Collected data entries:

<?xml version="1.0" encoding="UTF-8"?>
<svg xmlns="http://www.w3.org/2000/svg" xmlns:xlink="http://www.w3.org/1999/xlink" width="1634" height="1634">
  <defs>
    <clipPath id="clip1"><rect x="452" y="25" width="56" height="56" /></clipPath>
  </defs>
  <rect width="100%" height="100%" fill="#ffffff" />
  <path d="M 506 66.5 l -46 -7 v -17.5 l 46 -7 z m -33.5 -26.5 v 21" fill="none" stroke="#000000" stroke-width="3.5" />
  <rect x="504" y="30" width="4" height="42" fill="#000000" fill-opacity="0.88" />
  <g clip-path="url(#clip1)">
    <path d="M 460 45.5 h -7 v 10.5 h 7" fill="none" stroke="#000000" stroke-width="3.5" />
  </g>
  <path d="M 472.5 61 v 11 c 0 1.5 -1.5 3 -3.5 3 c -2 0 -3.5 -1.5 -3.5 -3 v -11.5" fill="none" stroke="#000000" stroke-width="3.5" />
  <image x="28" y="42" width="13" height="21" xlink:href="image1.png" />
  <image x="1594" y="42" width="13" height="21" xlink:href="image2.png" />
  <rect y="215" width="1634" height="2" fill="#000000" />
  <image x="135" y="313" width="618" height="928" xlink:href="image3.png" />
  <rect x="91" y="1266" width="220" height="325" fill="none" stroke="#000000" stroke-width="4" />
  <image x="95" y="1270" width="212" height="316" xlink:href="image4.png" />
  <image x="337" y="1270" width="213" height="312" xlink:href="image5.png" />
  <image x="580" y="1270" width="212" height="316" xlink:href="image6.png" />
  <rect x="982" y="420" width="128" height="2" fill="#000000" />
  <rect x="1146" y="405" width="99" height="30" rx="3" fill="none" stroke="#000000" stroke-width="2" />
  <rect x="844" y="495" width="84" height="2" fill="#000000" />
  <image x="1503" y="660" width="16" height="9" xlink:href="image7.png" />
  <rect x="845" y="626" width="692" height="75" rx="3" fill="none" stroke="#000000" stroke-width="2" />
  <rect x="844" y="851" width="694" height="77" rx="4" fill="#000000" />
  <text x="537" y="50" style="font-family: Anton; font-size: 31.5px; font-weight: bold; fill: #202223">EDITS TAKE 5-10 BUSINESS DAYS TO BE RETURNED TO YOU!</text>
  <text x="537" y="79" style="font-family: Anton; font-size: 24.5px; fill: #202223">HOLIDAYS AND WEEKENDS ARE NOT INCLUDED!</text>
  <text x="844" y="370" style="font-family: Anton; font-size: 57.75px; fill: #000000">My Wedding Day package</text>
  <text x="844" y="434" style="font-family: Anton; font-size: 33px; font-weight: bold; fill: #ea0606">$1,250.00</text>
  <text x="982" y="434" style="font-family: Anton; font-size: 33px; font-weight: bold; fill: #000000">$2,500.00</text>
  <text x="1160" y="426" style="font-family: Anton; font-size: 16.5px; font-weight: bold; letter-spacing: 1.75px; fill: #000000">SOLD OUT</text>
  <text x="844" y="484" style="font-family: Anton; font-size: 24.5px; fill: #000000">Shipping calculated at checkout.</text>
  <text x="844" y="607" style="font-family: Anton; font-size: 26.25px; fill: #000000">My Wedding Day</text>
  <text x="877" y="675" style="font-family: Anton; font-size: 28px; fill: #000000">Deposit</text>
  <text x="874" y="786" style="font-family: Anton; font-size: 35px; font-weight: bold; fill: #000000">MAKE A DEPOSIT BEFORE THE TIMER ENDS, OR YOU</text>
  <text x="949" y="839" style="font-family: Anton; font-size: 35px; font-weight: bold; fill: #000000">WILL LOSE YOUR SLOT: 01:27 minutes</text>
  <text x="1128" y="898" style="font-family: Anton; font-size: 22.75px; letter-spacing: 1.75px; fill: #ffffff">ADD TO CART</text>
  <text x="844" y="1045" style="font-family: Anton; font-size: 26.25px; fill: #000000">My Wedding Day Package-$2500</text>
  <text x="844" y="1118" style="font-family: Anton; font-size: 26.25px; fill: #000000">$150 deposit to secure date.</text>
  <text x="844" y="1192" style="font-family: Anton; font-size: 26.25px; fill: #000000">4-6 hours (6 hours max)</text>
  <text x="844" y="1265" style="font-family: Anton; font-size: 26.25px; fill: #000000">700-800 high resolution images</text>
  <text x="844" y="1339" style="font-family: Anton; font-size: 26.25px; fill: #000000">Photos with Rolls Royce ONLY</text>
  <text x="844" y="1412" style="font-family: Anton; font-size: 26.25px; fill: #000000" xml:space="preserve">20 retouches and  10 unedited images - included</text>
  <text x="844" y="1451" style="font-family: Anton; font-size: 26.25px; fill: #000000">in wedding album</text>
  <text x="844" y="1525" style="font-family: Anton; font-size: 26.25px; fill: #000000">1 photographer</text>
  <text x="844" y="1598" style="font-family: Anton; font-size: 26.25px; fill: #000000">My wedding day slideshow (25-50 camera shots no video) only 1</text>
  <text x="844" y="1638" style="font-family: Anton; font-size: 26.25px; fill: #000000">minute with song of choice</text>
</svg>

**The task**.
State how many lines in the records above contain the word "none", and give only that number.

**Your response**.
6